Non me la sentivo di tornare subito a casa. Ero doppiamente affranta e delusa. Delusa da me, dal destino, dalla mia mancanza di polso e fortuna. Avevo bisogno di camminare per scaricare quella forte tensione emotiva. Trattenendo le lacrime cominciai a errare per le strade della mia città sperando di non incontrare nessun conoscente e cercai di rilassarmi fumandomi la mia ultima Wilson blu.
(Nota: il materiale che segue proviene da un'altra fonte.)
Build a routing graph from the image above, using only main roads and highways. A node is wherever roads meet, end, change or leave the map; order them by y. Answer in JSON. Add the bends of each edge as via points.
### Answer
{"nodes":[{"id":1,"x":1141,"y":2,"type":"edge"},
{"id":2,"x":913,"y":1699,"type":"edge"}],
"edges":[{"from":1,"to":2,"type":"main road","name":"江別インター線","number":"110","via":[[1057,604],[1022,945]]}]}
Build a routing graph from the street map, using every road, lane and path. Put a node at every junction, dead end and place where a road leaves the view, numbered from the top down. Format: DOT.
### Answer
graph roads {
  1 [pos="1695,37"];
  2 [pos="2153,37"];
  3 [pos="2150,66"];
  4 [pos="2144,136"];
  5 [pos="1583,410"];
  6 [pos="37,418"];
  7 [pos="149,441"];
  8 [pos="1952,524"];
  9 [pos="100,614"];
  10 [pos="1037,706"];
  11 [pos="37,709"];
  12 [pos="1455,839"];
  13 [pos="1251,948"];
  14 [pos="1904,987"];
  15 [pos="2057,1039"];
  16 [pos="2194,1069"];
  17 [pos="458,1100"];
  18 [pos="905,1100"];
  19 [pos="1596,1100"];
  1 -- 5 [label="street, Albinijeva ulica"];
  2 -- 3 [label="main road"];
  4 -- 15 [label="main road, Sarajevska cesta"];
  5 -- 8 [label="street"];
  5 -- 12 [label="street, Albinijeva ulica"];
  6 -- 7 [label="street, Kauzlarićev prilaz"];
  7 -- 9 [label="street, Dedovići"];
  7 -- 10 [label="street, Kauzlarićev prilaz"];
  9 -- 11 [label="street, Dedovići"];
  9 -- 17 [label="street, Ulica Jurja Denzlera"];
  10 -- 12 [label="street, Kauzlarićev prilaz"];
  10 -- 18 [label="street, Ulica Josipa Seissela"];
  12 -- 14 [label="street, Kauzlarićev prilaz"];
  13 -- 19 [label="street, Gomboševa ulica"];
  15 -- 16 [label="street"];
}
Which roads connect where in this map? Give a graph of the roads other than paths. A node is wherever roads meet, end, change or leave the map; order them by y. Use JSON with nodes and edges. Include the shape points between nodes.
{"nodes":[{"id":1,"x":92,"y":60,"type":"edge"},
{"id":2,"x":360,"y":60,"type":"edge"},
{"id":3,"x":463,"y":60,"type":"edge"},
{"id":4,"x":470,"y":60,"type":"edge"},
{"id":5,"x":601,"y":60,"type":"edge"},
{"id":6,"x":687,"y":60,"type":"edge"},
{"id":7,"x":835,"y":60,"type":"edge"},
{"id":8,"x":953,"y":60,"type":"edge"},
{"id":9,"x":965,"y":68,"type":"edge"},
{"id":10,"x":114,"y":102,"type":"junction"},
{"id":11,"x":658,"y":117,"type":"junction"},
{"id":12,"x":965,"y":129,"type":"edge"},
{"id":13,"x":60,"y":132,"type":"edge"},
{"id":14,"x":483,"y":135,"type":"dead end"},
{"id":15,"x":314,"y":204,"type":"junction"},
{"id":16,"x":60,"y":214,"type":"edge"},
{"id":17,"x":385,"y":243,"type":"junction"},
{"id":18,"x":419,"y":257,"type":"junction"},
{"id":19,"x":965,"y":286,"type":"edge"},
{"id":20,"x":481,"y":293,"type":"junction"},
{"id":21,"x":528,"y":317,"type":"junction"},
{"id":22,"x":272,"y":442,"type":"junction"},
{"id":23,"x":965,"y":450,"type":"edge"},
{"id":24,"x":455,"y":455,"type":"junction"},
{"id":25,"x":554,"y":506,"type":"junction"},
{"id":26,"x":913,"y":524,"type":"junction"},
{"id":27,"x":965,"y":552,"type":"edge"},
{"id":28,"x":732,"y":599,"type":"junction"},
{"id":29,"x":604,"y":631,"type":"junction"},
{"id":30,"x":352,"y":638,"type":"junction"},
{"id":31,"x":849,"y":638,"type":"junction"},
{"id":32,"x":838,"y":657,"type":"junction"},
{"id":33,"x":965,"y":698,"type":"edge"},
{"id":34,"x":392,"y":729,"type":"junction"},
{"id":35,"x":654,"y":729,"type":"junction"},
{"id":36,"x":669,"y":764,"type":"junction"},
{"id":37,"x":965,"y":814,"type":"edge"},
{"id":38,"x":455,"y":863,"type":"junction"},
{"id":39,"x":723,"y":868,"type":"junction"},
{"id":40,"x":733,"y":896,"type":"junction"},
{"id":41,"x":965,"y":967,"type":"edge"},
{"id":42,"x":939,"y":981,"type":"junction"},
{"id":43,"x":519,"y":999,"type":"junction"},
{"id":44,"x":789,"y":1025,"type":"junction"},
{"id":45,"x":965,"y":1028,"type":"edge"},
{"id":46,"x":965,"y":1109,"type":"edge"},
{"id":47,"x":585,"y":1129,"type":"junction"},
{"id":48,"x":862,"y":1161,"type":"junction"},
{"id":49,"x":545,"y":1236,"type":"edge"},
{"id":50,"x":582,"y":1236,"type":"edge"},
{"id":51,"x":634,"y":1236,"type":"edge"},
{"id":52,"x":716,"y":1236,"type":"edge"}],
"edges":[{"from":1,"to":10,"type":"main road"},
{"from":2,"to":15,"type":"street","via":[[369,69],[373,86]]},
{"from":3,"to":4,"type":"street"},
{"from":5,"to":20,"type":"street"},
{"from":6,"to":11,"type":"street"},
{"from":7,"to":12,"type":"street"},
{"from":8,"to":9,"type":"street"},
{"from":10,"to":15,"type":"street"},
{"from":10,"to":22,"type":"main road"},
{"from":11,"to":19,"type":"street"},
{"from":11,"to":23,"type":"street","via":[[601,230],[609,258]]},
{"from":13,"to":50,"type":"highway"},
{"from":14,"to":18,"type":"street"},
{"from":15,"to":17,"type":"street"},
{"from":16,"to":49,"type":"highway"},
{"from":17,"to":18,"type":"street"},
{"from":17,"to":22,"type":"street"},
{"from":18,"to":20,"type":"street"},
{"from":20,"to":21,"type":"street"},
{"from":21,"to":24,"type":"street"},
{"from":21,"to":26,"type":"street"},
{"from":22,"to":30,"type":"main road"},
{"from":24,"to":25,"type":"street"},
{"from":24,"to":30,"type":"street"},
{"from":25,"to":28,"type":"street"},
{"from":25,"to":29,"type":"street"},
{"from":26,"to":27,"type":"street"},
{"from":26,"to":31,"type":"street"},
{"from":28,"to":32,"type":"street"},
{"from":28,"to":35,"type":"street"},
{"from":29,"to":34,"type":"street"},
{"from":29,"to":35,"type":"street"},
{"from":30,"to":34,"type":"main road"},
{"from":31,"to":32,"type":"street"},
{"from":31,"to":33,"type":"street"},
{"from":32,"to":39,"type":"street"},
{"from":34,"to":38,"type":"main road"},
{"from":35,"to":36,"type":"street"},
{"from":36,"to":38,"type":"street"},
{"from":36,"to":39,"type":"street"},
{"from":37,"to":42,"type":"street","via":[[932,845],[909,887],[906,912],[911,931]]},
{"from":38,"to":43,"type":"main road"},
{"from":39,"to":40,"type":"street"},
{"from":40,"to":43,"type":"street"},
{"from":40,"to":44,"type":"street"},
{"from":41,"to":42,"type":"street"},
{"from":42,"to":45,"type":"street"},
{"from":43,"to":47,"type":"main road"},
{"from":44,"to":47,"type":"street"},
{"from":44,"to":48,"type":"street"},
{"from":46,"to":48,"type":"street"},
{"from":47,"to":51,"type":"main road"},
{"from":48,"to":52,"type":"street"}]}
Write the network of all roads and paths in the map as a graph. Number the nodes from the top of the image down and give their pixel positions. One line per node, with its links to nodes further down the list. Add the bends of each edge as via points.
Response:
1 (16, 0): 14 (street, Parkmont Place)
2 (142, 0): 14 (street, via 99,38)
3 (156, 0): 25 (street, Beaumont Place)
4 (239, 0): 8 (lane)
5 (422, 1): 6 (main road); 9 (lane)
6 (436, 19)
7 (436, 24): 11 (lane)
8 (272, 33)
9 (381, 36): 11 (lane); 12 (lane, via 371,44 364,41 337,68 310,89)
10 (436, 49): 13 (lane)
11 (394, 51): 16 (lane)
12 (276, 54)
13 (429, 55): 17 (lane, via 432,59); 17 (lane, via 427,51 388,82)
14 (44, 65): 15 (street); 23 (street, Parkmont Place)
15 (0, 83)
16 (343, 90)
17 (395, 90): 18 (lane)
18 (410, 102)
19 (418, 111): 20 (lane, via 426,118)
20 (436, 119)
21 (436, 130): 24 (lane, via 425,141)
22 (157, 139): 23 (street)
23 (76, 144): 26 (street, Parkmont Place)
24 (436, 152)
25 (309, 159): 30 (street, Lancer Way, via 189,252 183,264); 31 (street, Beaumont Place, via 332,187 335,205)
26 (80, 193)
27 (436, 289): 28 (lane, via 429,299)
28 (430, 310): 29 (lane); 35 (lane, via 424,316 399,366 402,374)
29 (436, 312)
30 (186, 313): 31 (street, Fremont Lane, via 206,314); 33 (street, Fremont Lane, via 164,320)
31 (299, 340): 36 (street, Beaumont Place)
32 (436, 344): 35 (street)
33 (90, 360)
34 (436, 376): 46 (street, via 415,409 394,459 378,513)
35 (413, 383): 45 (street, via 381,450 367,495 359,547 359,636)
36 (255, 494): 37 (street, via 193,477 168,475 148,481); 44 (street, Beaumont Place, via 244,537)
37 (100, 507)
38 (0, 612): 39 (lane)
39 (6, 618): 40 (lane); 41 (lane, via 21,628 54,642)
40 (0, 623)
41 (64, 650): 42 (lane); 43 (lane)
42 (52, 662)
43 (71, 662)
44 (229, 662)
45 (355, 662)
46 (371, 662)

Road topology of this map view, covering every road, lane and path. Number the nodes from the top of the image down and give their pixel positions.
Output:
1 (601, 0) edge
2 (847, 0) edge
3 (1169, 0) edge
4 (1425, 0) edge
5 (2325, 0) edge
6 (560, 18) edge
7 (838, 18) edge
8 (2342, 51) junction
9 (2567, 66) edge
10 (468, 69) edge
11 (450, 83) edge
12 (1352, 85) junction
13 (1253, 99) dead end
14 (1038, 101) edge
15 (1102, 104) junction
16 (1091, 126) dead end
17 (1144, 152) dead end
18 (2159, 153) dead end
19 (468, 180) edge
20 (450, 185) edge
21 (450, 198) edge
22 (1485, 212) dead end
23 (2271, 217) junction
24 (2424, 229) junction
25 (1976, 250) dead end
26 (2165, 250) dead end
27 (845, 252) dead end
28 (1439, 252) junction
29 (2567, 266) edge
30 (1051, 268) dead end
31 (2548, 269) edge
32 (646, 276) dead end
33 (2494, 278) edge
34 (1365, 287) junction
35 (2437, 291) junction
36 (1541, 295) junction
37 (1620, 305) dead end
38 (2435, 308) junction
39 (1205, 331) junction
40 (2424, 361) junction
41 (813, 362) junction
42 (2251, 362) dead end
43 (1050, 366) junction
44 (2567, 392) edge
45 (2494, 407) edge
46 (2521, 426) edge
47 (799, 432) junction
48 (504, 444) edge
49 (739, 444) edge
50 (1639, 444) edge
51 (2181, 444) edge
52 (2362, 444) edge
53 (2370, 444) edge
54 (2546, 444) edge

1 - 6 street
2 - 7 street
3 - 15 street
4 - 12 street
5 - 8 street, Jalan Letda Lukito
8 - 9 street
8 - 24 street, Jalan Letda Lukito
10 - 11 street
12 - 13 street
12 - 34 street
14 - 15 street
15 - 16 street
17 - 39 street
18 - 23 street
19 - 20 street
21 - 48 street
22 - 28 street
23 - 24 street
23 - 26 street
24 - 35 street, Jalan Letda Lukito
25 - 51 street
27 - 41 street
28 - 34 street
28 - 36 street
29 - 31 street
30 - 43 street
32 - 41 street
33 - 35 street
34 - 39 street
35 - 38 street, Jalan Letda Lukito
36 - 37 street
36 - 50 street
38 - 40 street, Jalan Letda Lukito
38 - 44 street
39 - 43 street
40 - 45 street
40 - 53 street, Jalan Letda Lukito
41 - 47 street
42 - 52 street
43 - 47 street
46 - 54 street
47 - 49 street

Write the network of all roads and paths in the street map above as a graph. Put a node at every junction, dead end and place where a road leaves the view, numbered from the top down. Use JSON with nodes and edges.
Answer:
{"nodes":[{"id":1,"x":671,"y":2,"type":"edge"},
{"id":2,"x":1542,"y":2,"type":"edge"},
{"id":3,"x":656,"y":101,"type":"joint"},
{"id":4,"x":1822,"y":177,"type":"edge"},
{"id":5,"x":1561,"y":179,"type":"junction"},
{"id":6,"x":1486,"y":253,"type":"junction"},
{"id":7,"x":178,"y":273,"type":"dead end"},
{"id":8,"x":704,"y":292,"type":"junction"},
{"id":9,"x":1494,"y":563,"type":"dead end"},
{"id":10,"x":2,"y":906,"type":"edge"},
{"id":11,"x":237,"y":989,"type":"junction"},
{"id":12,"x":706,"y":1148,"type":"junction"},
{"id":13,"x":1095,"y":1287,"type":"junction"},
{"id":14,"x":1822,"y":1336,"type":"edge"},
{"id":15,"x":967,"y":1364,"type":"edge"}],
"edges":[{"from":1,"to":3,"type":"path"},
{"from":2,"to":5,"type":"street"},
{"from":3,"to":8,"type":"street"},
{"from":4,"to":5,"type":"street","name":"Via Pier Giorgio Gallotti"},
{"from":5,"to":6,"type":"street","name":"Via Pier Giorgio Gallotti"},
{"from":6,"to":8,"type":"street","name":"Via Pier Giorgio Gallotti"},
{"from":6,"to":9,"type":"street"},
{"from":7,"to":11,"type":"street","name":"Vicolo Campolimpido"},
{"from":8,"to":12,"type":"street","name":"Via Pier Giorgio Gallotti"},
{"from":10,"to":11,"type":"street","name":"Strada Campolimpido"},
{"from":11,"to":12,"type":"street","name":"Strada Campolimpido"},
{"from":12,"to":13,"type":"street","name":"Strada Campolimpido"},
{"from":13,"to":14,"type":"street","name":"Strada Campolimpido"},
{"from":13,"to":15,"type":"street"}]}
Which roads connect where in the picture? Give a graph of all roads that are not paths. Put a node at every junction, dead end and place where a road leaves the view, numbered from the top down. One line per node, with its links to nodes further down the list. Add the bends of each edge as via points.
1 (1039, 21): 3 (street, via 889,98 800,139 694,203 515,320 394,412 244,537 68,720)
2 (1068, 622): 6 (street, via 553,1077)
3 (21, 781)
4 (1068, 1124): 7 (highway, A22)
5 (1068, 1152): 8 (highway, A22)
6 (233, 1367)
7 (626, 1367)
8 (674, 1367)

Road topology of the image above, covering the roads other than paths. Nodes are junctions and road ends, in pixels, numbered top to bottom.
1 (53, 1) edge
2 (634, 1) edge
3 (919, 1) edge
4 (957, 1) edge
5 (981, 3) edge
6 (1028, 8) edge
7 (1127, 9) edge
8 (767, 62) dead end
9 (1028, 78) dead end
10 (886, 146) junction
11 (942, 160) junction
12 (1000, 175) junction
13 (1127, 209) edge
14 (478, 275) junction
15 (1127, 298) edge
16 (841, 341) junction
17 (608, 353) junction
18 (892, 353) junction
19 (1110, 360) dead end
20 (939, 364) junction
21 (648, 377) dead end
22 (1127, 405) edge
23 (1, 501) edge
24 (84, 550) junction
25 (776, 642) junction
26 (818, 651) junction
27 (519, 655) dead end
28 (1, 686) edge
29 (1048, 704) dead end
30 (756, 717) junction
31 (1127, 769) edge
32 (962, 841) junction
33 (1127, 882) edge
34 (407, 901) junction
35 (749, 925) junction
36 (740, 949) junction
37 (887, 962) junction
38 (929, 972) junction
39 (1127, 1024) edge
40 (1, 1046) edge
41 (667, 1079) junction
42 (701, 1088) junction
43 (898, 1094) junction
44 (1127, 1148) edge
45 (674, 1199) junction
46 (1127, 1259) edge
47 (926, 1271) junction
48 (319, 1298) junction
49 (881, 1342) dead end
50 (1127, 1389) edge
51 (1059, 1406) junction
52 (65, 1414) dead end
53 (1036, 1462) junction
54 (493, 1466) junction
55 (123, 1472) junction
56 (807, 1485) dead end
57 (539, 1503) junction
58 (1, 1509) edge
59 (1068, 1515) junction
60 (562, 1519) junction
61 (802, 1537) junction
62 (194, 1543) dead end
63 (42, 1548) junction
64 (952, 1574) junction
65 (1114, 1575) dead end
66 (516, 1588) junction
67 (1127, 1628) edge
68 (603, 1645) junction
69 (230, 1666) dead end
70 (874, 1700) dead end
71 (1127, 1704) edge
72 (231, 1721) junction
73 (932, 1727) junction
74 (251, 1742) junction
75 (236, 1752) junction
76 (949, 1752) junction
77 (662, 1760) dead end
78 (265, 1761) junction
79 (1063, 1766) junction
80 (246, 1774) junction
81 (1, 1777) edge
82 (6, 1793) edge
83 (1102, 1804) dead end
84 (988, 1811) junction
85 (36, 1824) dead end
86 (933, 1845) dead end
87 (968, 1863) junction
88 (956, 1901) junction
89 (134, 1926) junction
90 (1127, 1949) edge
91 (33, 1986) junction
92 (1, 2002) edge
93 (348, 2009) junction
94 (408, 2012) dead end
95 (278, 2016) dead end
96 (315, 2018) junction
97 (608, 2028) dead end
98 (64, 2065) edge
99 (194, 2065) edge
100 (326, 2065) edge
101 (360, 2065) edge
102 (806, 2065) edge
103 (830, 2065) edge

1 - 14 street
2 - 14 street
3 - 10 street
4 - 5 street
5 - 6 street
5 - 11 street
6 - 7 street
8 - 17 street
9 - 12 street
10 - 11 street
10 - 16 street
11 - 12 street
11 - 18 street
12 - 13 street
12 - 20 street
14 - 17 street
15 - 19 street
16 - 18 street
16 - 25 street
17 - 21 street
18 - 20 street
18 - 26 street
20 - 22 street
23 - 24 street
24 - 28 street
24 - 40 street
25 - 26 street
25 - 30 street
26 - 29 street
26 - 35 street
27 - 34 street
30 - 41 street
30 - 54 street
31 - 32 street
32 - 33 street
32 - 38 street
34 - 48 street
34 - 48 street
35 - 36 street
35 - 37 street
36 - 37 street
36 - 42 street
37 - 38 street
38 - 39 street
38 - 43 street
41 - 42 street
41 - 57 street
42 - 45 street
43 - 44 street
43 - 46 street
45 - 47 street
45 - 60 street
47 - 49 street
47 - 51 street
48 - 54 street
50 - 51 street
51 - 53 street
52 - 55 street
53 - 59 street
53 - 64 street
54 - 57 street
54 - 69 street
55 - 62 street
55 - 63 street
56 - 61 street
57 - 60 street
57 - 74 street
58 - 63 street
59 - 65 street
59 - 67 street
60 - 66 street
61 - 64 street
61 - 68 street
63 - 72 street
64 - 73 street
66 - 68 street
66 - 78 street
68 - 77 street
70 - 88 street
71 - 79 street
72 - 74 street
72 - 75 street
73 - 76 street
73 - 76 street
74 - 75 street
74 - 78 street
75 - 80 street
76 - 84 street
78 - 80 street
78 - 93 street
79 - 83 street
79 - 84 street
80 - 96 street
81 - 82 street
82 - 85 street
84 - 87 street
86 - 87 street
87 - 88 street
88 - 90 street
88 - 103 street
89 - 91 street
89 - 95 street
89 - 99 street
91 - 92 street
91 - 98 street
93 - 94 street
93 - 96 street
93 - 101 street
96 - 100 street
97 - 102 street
La  luce gialla  dei lampioni proiettata sulle abitazioni, anch’esse realizzate con una pietra dello stesso colore, rendevano l’atmosfera tutt’intorno ovattata.  Quella sera per le strade del centro c’era poca gente. Avevo quasi finito di fumare la mia sigaretta quando, improvvisamente, scorsi la mia figura riflessa nella vetrina di un negozio di calzature. Solo allora i miei occhi si accorsero di quanto fossi cambiata. Vedevo un piccolo essere dalla lunga chioma dorata raccolta in una treccia, una donna con il volto scarno e segnato dal dolore. Non mi riconoscevo. Quella donna  non  era altro che il frutto del  malessere e dell’indecisione dell’uomo che aveva avuto per anni al proprio fianco. Un amore dove ero sempre io a perdere. Un amore dove il desiderio era appagato da una bottiglia. E come quella bottiglia, che preferiva a me e si scolava con cupidigia, mi sentivo vuota. Ero succube dei suoi sbalzi d’umore e, anche se non mi aveva mai messo le mani addosso,  le sue parole o gli oggetti che mi rompeva dinanzi agli occhi per impormi il silenzio valevano più di mille botte. In tutti quegli anni di vita passati assieme non c’era mai stato  un giorno in cui io non avessi sperato che qualcosa sarebbe cambiata, prima o poi.
In preda a questi pensieri cominciai a tremare. Mi girava la testa e provavo un senso di nausea. Ad un tratto una voce femminile mi fece ritornare nella realtà. Una zingara vestita di nero piegata su se stessa  catturò la mia attenzione  poiché stava dicendo qualcosa ad alta voce. Le sue parole mi fecero accapponare la pelle.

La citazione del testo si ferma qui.